Many of the same companies figure in the top operating margin list time after time, collated as part of FlightGlobal’s annual listing of the largest 100 aerospace companies in 2021. In fact, 16 of the 20 companies appeared in the previous ranking.

This list tends to include businesses with a unique product offering or one where there is little competition – Martin-Baker would be in this category – those with a very specialist business model, such as Ontic, or large defence contractors who are able to supply highly specialised equipment at volume.

While Martin-Baker is not the only Western supplier of ejection seats for military aircraft – its competitors include Raytheon Technologies unit Collins – it has the longest pedigree and the largest market share. The private UK-based company heads the highest operating margin table this year, with an impressive return of 36.4%, after finishing fifth last time. However, its latest published results are for the year to 31 March 2021.

KF-21 ejection seat test

Source: Martin-Baker

UK ejection seat manufacturer Martin-Baker tops the profit list

It pips TransDigm – which is rarely out of the top two – a US group that has made a reputation of acquiring under-performing businesses with a strong aftermarket presence and proprietary technology and improving their profitability while keeping them trading arms-length under their existing brands.
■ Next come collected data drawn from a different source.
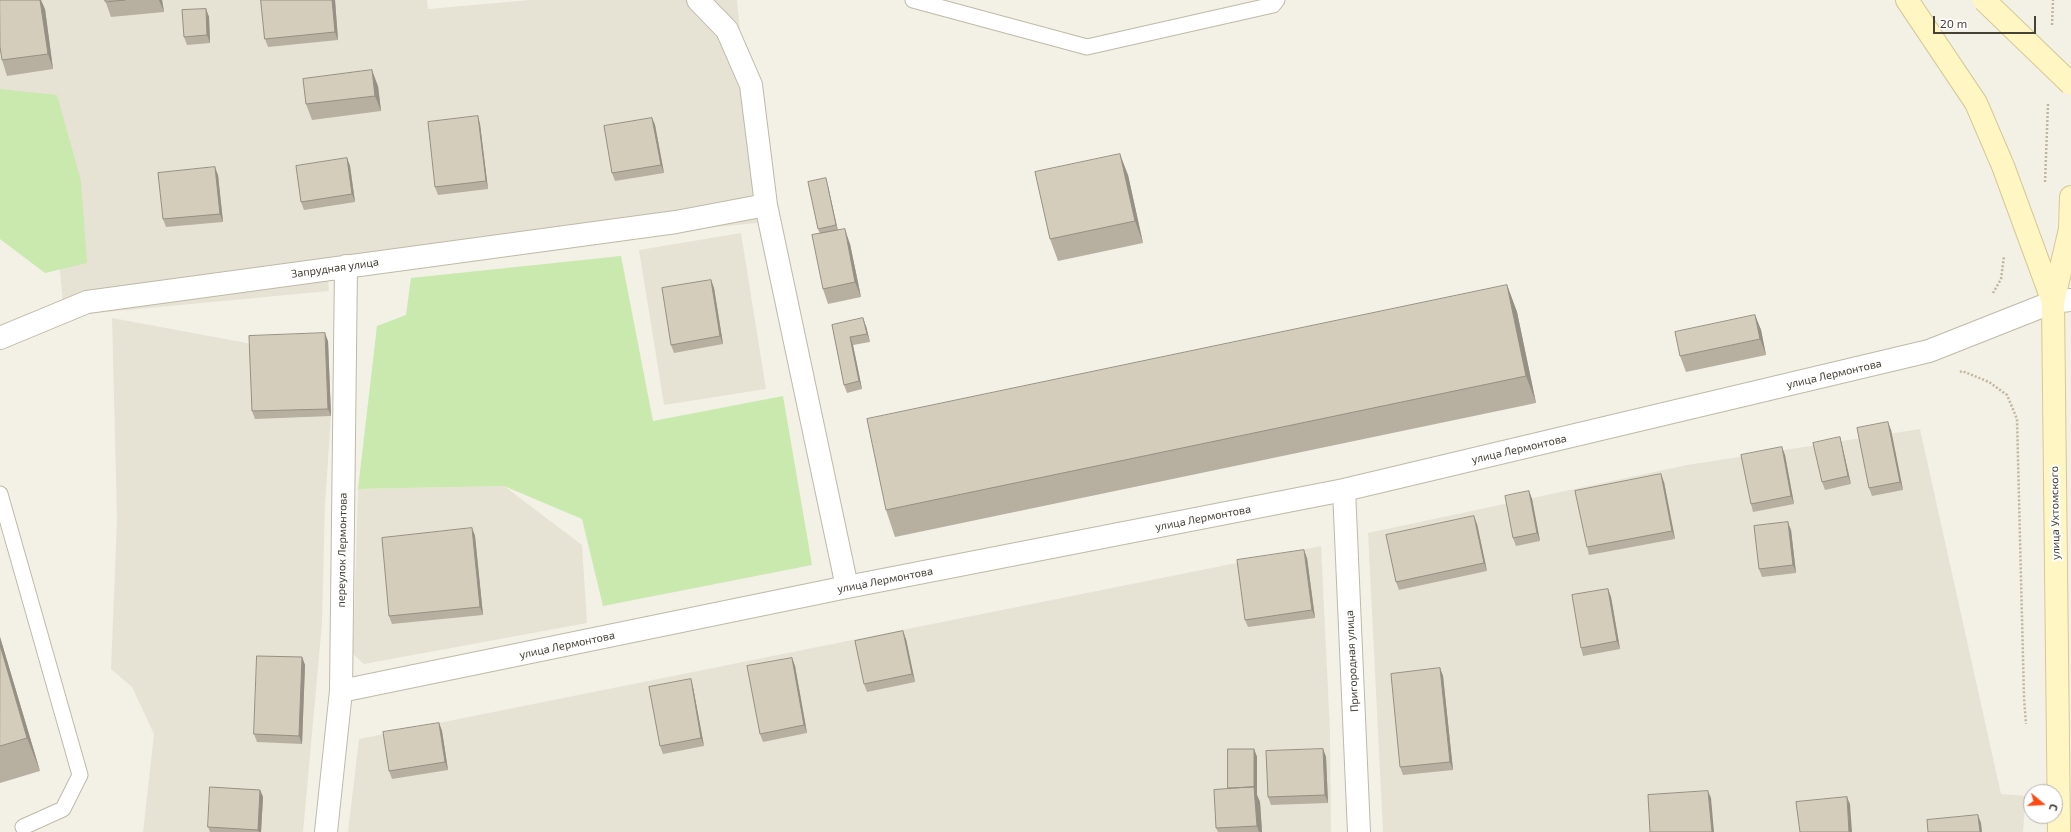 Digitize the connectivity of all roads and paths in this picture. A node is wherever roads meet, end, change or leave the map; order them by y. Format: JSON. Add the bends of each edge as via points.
{"nodes":[{"id":1,"x":699,"y":0,"type":"edge"},
{"id":2,"x":913,"y":0,"type":"edge"},
{"id":3,"x":1277,"y":0,"type":"edge"},
{"id":4,"x":1906,"y":0,"type":"edge"},
{"id":5,"x":1984,"y":0,"type":"edge"},
{"id":6,"x":2071,"y":84,"type":"edge"},
{"id":7,"x":2071,"y":197,"type":"edge"},
{"id":8,"x":766,"y":205,"type":"junction"},
{"id":9,"x":2004,"y":253,"type":"dead end"},
{"id":10,"x":346,"y":266,"type":"junction"},
{"id":11,"x":1992,"y":295,"type":"dead end"},
{"id":12,"x":2062,"y":301,"type":"edge"},
{"id":13,"x":0,"y":338,"type":"edge"},
{"id":14,"x":1956,"y":373,"type":"dead end"},
{"id":15,"x":1344,"y":490,"type":"junction"},
{"id":16,"x":0,"y":494,"type":"edge"},
{"id":17,"x":847,"y":588,"type":"junction"},
{"id":18,"x":341,"y":691,"type":"junction"},
{"id":19,"x":2027,"y":730,"type":"dead end"},
{"id":20,"x":23,"y":827,"type":"dead end"},
{"id":21,"x":326,"y":832,"type":"edge"},
{"id":22,"x":1359,"y":832,"type":"edge"},
{"id":23,"x":2059,"y":832,"type":"edge"}],
"edges":[{"from":1,"to":8,"type":"street","via":[[727,30],[751,85]]},
{"from":2,"to":3,"type":"lane","via":[[1087,47],[1273,5]]},
{"from":4,"to":12,"type":"main road","via":[[1976,103]]},
{"from":5,"to":6,"type":"main road","bridge":true},
{"from":7,"to":12,"type":"main road","name":"улица Ухтомского"},
{"from":8,"to":10,"type":"street","name":"Запрудная улица","via":[[676,222]]},
{"from":8,"to":17,"type":"street"},
{"from":9,"to":11,"type":"path","via":[[2001,280]]},
{"from":10,"to":13,"type":"street","name":"Запрудная улица","via":[[87,302]]},
{"from":10,"to":18,"type":"street","name":"переулок Лермонтова"},
{"from":12,"to":15,"type":"street","name":"улица Лермонтова","via":[[1929,351]]},
{"from":12,"to":23,"type":"main road","name":"улица Ухтомского"},
{"from":14,"to":19,"type":"path","via":[[1962,372],[1989,382],[2007,395],[2017,420]]},
{"from":15,"to":17,"type":"street","name":"улица Лермонтова"},
{"from":15,"to":22,"type":"street","name":"Пригородная улица"},
{"from":16,"to":20,"type":"lane","via":[[80,775],[63,810]]},
{"from":17,"to":18,"type":"street","name":"улица Лермонтова"},
{"from":18,"to":21,"type":"street","name":"переулок Лермонтова"}]}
It has actually improved its margins over the past year, taking them from 34.3% last time to 35.2% this year.

Diversified technology group Honeywell, in third place, has also improved its margins year-on-year, but drops one place to third. Avionics firm Garmin, which won last year’s prestigious Collier Trophy for its Autoland autonomous emergency landing system, also slipped a place despite an almost five percentage point increase in margin.

NICHE BRANDS

Aerospace is one of several markets US power systems group Eaton plays in, and its rather unglamorous products range from fuel systems and seals to hydraulics and hoses. However, the company, which has over the years picked up a succession of niche speciality brands, was able to drive margins of almost 22% from these businesses in 2021.
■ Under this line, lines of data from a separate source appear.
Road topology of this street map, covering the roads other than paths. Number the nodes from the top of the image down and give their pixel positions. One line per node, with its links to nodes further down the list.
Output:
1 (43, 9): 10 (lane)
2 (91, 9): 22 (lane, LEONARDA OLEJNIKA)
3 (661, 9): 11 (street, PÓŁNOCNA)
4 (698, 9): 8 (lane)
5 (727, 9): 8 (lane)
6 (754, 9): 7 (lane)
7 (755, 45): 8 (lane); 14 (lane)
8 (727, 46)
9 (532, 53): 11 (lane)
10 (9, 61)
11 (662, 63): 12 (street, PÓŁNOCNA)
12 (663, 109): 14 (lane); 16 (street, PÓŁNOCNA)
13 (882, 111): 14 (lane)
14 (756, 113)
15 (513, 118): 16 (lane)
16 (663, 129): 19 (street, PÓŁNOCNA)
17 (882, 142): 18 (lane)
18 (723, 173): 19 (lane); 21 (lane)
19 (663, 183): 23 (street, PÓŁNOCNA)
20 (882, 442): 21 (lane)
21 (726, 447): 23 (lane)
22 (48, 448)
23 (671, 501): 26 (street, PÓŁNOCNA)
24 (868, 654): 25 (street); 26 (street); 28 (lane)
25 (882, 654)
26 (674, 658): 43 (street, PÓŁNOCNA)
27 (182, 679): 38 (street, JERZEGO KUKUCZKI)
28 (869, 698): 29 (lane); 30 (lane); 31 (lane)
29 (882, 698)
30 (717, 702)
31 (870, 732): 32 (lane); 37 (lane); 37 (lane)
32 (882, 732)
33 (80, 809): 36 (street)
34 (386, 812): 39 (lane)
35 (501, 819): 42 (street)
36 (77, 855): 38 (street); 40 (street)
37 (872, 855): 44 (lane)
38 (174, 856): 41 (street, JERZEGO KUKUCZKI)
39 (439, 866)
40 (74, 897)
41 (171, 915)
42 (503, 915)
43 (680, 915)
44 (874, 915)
The four new companies in this year’s ranking are CAE, GE Aviation, L3Harris and Ontic. Ontic, also making its first appearance in the Top 100, is the highest placed, with margins of 18.3%. The UK company secures manufacturing and distribution rights to legacy parts that the original manufacturers no longer want to make or support. It makes it a single-source supplier on several fleets that, though ageing, can remain in service for decades.
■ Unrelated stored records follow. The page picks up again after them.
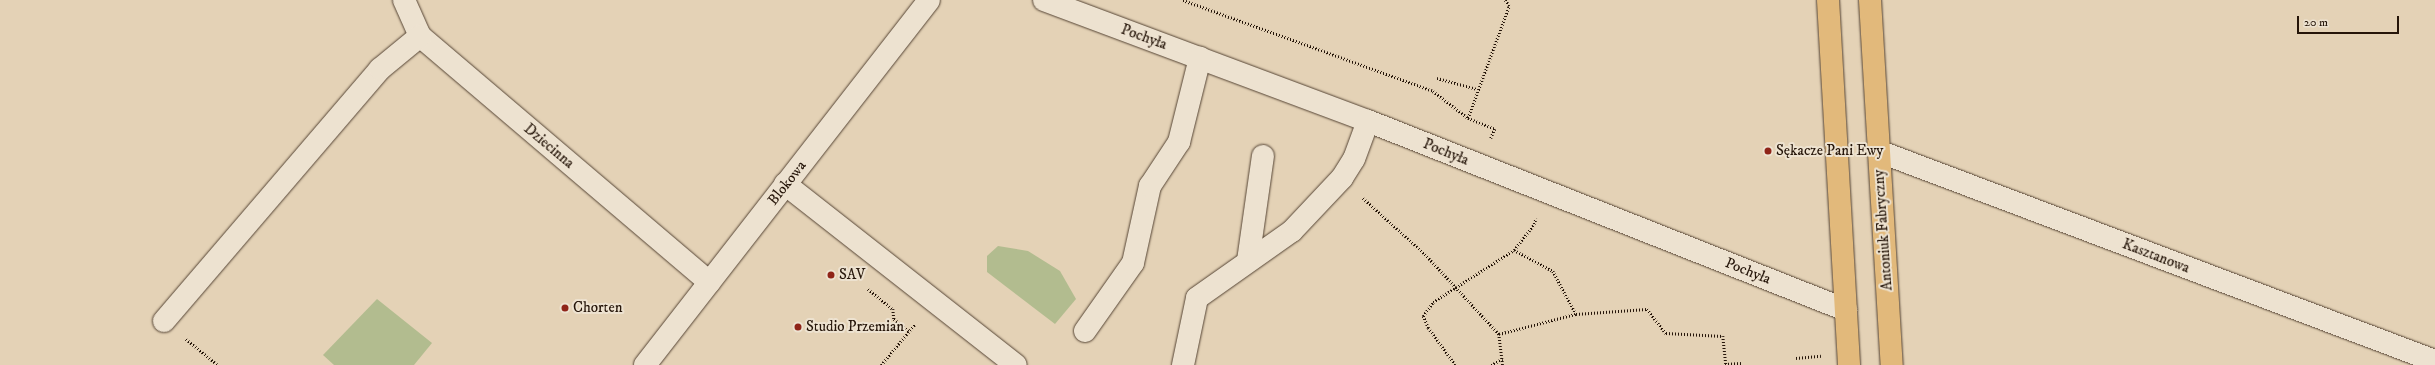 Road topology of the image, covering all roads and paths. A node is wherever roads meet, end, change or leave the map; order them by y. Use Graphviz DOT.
graph roads {
  1 [pos="404,0"];
  2 [pos="929,0"];
  3 [pos="1044,0"];
  4 [pos="1505,0"];
  5 [pos="1828,0"];
  6 [pos="1870,0"];
  7 [pos="420,36"];
  8 [pos="1200,58"];
  9 [pos="1437,78"];
  10 [pos="1477,89"];
  11 [pos="1468,118"];
  12 [pos="1368,121"];
  13 [pos="1878,151"];
  14 [pos="1263,156"];
  15 [pos="1342,178"];
  16 [pos="785,184"];
  17 [pos="1544,191"];
  18 [pos="1514,250"];
  19 [pos="1248,261"];
  20 [pos="909,281"];
  21 [pos="709,282"];
  22 [pos="1456,287"];
  23 [pos="1846,310"];
  24 [pos="1576,314"];
  25 [pos="164,321"];
  26 [pos="1085,331"];
  27 [pos="1499,334"];
  28 [pos="1825,356"];
  29 [pos="1796,358"];
  30 [pos="1502,359"];
  31 [pos="2435,361"];
  32 [pos="1741,363"];
  33 [pos="218,365"];
  34 [pos="645,365"];
  35 [pos="881,365"];
  36 [pos="1016,365"];
  37 [pos="1183,365"];
  38 [pos="1454,365"];
  39 [pos="1491,365"];
  40 [pos="1503,365"];
  41 [pos="1726,365"];
  42 [pos="1849,365"];
  43 [pos="1892,365"];
  1 -- 7 [label="street, Dziecinna"];
  2 -- 16 [label="street, Blokowa"];
  3 -- 8 [label="street, Pochyła"];
  4 -- 10 [label="path"];
  5 -- 23 [label="main road"];
  6 -- 13 [label="main road, Antoniuk Fabryczny"];
  7 -- 21 [label="street, Dziecinna"];
  7 -- 25 [label="street"];
  8 -- 12 [label="street, Pochyła"];
  8 -- 26 [label="street"];
  9 -- 10 [label="path"];
  10 -- 11 [label="path"];
  12 -- 15 [label="street"];
  12 -- 17 [label="street, Pochyła"];
  13 -- 31 [label="street, Kasztanowa"];
  13 -- 43 [label="main road, Antoniuk Fabryczny"];
  14 -- 19 [label="street"];
  15 -- 19 [label="street"];
  15 -- 22 [label="path"];
  16 -- 20 [label="street"];
  16 -- 21 [label="street, Blokowa"];
  17 -- 18 [label="path"];
  17 -- 23 [label="street, Pochyła"];
  18 -- 22 [label="path"];
  18 -- 24 [label="path"];
  19 -- 37 [label="street"];
  20 -- 35 [label="path"];
  20 -- 36 [label="street"];
  21 -- 34 [label="street, Blokowa"];
  22 -- 27 [label="path"];
  22 -- 38 [label="path"];
  23 -- 42 [label="main road"];
  24 -- 27 [label="path"];
  24 -- 41 [label="path"];
  25 -- 33 [label="path"];
  27 -- 30 [label="path"];
  28 -- 29 [label="path"];
  30 -- 39 [label="path"];
  30 -- 40 [label="path"];
  32 -- 41 [label="path"];
} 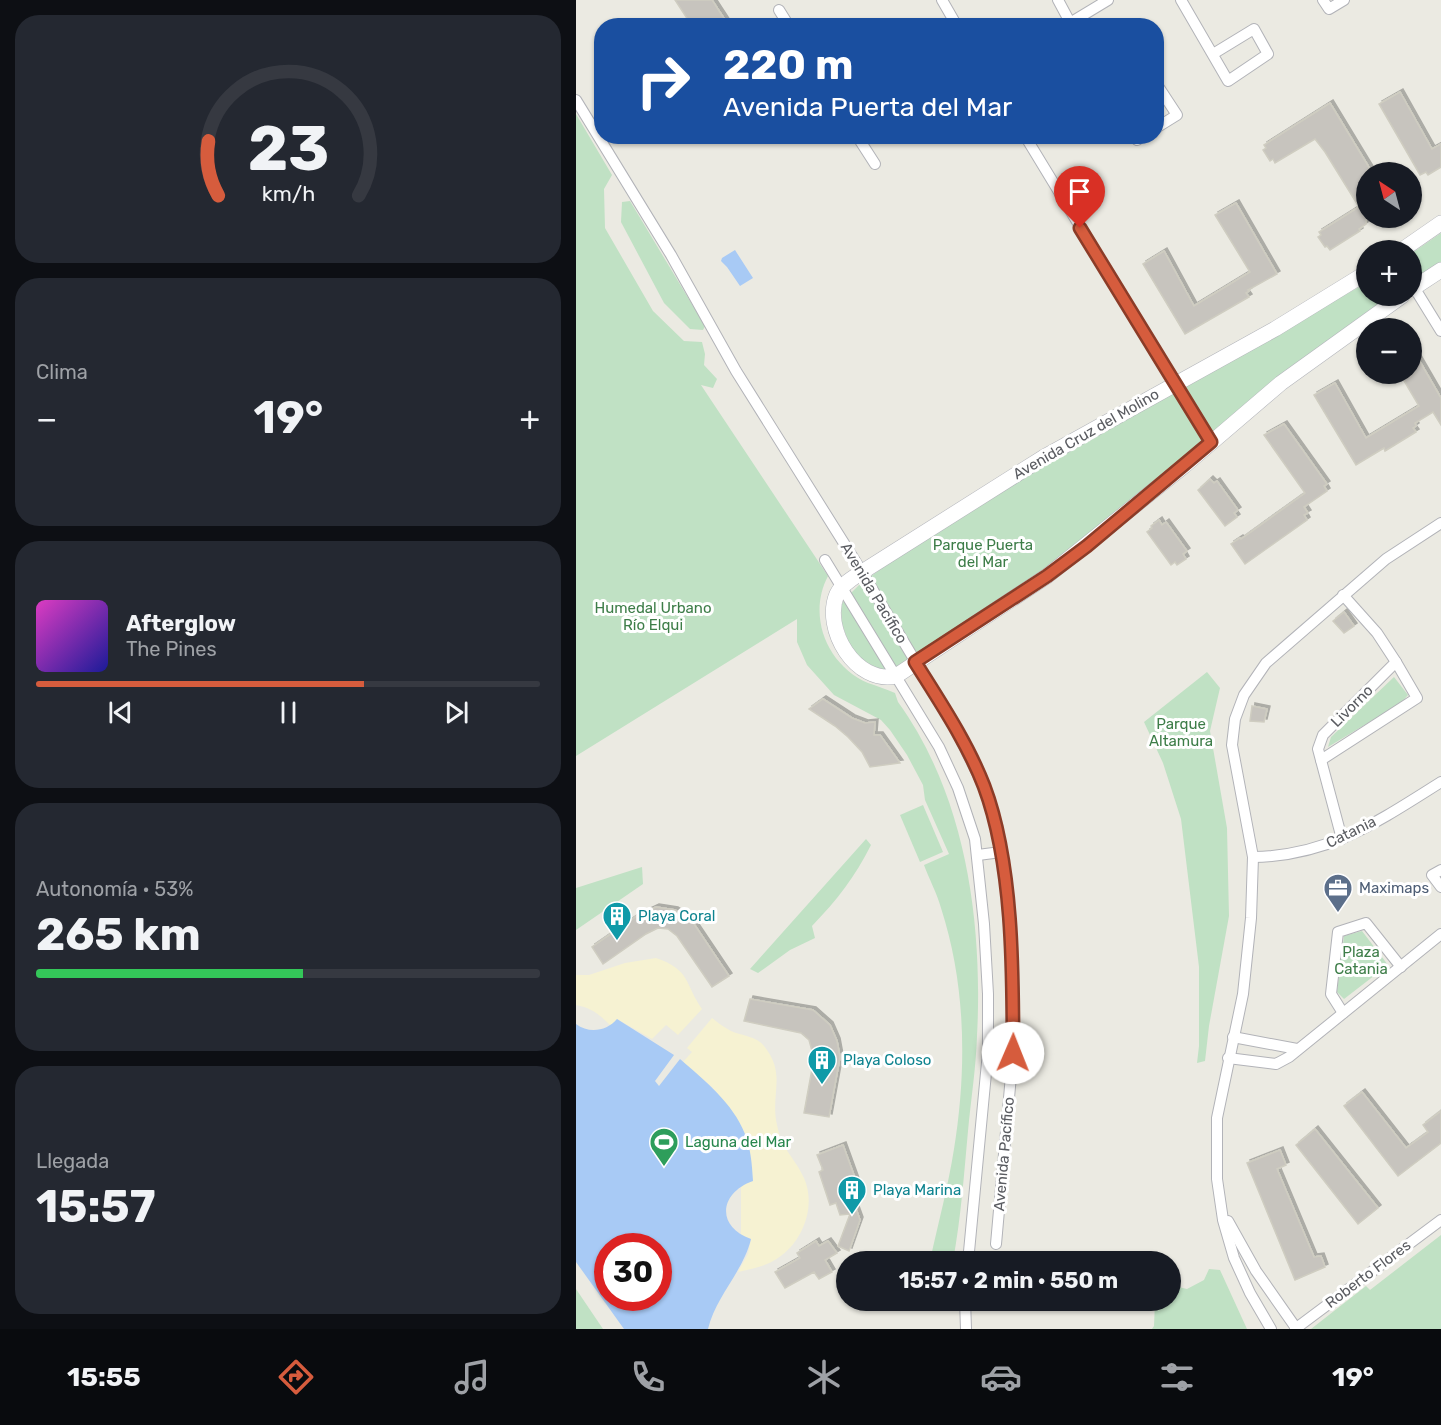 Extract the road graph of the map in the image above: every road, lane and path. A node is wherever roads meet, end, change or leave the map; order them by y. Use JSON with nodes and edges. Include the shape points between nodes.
{"nodes":[{"id":1,"x":942,"y":0,"type":"edge"},
{"id":2,"x":1058,"y":0,"type":"edge"},
{"id":3,"x":1108,"y":0,"type":"edge"},
{"id":4,"x":1181,"y":0,"type":"edge"},
{"id":5,"x":1323,"y":0,"type":"edge"},
{"id":6,"x":1344,"y":0,"type":"edge"},
{"id":7,"x":779,"y":10,"type":"dead end"},
{"id":8,"x":784,"y":18,"type":"edge"},
{"id":9,"x":952,"y":18,"type":"edge"},
{"id":10,"x":1066,"y":18,"type":"edge"},
{"id":11,"x":1079,"y":18,"type":"edge"},
{"id":12,"x":1213,"y":54,"type":"junction"},
{"id":13,"x":1164,"y":95,"type":"edge"},
{"id":14,"x":576,"y":100,"type":"edge"},
{"id":15,"x":1164,"y":123,"type":"edge"},
{"id":16,"x":594,"y":129,"type":"edge"},
{"id":17,"x":603,"y":144,"type":"edge"},
{"id":18,"x":862,"y":144,"type":"edge"},
{"id":19,"x":1029,"y":144,"type":"edge"},
{"id":20,"x":874,"y":165,"type":"dead end"},
{"id":21,"x":1441,"y":223,"type":"edge"},
{"id":22,"x":1416,"y":240,"type":"edge"},
{"id":23,"x":1441,"y":270,"type":"edge"},
{"id":24,"x":1356,"y":279,"type":"edge"},
{"id":25,"x":1422,"y":282,"type":"edge"},
{"id":26,"x":1422,"y":305,"type":"edge"},
{"id":27,"x":1386,"y":306,"type":"edge"},
{"id":28,"x":1441,"y":331,"type":"edge"},
{"id":29,"x":1174,"y":384,"type":"junction"},
{"id":30,"x":1211,"y":442,"type":"junction"},
{"id":31,"x":1441,"y":523,"type":"edge"},
{"id":32,"x":825,"y":560,"type":"dead end"},
{"id":33,"x":862,"y":572,"type":"junction"},
{"id":34,"x":842,"y":587,"type":"junction"},
{"id":35,"x":1343,"y":595,"type":"junction"},
{"id":36,"x":915,"y":662,"type":"junction"},
{"id":37,"x":1396,"y":662,"type":"junction"},
{"id":38,"x":896,"y":676,"type":"junction"},
{"id":39,"x":1321,"y":760,"type":"junction"},
{"id":40,"x":1441,"y":782,"type":"edge"},
{"id":41,"x":1342,"y":839,"type":"junction"},
{"id":42,"x":1001,"y":852,"type":"junction"},
{"id":43,"x":978,"y":855,"type":"junction"},
{"id":44,"x":1253,"y":857,"type":"junction"},
{"id":45,"x":1441,"y":870,"type":"edge"},
{"id":46,"x":1441,"y":887,"type":"edge"},
{"id":47,"x":1441,"y":934,"type":"edge"},
{"id":48,"x":1401,"y":967,"type":"junction"},
{"id":49,"x":1342,"y":1013,"type":"junction"},
{"id":50,"x":1233,"y":1037,"type":"junction"},
{"id":51,"x":1297,"y":1049,"type":"junction"},
{"id":52,"x":988,"y":1052,"type":"junction"},
{"id":53,"x":1013,"y":1053,"type":"junction"},
{"id":54,"x":1228,"y":1058,"type":"junction"},
{"id":55,"x":1220,"y":1201,"type":"junction"},
{"id":56,"x":1441,"y":1220,"type":"edge"},
{"id":57,"x":996,"y":1244,"type":"dead end"},
{"id":58,"x":969,"y":1251,"type":"edge"},
{"id":59,"x":965,"y":1311,"type":"edge"},
{"id":60,"x":966,"y":1329,"type":"edge"},
{"id":61,"x":1271,"y":1329,"type":"edge"},
{"id":62,"x":1295,"y":1329,"type":"edge"}],
"edges":[{"from":1,"to":9,"type":"street"},
{"from":2,"to":10,"type":"street"},
{"from":3,"to":11,"type":"street"},
{"from":4,"to":12,"type":"street"},
{"from":5,"to":6,"type":"street","via":[[1329,9]]},
{"from":7,"to":8,"type":"street"},
{"from":12,"to":12,"type":"street","via":[[1228,81],[1268,54],[1254,29]]},
{"from":13,"to":15,"type":"street","via":[[1177,115]]},
{"from":14,"to":16,"type":"street","name":"Avenida Pacífico"},
{"from":17,"to":33,"type":"street","name":"Avenida Pacífico","via":[[687,281],[736,371]]},
{"from":18,"to":20,"type":"street"},
{"from":19,"to":29,"type":"street"},
{"from":21,"to":22,"type":"street"},
{"from":23,"to":25,"type":"street"},
{"from":24,"to":29,"type":"street","name":"Avenida Cruz del Molino"},
{"from":26,"to":28,"type":"street"},
{"from":27,"to":30,"type":"street","via":[[1281,382]]},
{"from":29,"to":30,"type":"street"},
{"from":29,"to":33,"type":"street","name":"Avenida Cruz del Molino","via":[[1025,468]]},
{"from":30,"to":36,"type":"street","via":[[1047,576]]},
{"from":31,"to":35,"type":"street","via":[[1386,559]]},
{"from":32,"to":34,"type":"street","name":"Avenida Pacífico"},
{"from":33,"to":34,"type":"street","name":"Avenida Cruz del Molino"},
{"from":33,"to":36,"type":"street","name":"Avenida Pacífico"},
{"from":34,"to":38,"type":"street","name":"Avenida Pacífico"},
{"from":34,"to":38,"type":"street","name":"Avenida Pacífico","via":[[835,601],[834,616],[842,645],[852,660],[870,673]]},
{"from":35,"to":37,"type":"street","via":[[1377,633]]},
{"from":35,"to":44,"type":"street","via":[[1266,663],[1250,683],[1239,707],[1232,745]]},
{"from":36,"to":38,"type":"street"},
{"from":36,"to":42,"type":"street","name":"Avenida Pacífico","via":[[979,773]]},
{"from":37,"to":39,"type":"street","name":"Livorno","via":[[1323,735],[1318,749]]},
{"from":37,"to":39,"type":"street","via":[[1417,698]]},
{"from":38,"to":43,"type":"street","name":"Avenida Pacífico","via":[[949,767]]},
{"from":39,"to":41,"type":"street","name":"Livorno"},
{"from":40,"to":41,"type":"street","name":"Catania"},
{"from":41,"to":44,"type":"street","name":"Catania","via":[[1292,855]]},
{"from":42,"to":43,"type":"street"},
{"from":42,"to":53,"type":"street","name":"Avenida Pacífico","via":[[1012,965]]},
{"from":43,"to":52,"type":"street","name":"Avenida Pacífico","via":[[987,968]]},
{"from":44,"to":50,"type":"street","via":[[1243,994]]},
{"from":45,"to":46,"type":"street","via":[[1432,875]]},
{"from":47,"to":48,"type":"street"},
{"from":48,"to":49,"type":"street"},
{"from":48,"to":49,"type":"street","via":[[1366,923],[1338,932],[1331,994]]},
{"from":49,"to":51,"type":"street"},
{"from":50,"to":51,"type":"street"},
{"from":50,"to":54,"type":"street"},
{"from":51,"to":54,"type":"street","via":[[1276,1064]]},
{"from":52,"to":53,"type":"street"},
{"from":52,"to":58,"type":"street","name":"Avenida Pacífico"},
{"from":53,"to":57,"type":"street","name":"Avenida Pacífico"},
{"from":54,"to":55,"type":"street","via":[[1216,1133]]},
{"from":55,"to":61,"type":"street","via":[[1234,1258]]},
{"from":55,"to":62,"type":"street","via":[[1256,1271]]},
{"from":56,"to":62,"type":"street","name":"Roberto Flores"},
{"from":59,"to":60,"type":"street"}]}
L3Harris largely competes across all domains in the defence market and came into being in 2019 with the merger of L3 and Harris, and is one of several companies in the listing that make impressive margins from military technologies. It also has a pilot simulation and training business where it competes with CAE. CAE, which bought L3Harris’s military training activities in 2021, has benefited from a rebound in pilot training in 2021 when travel bans began to relax.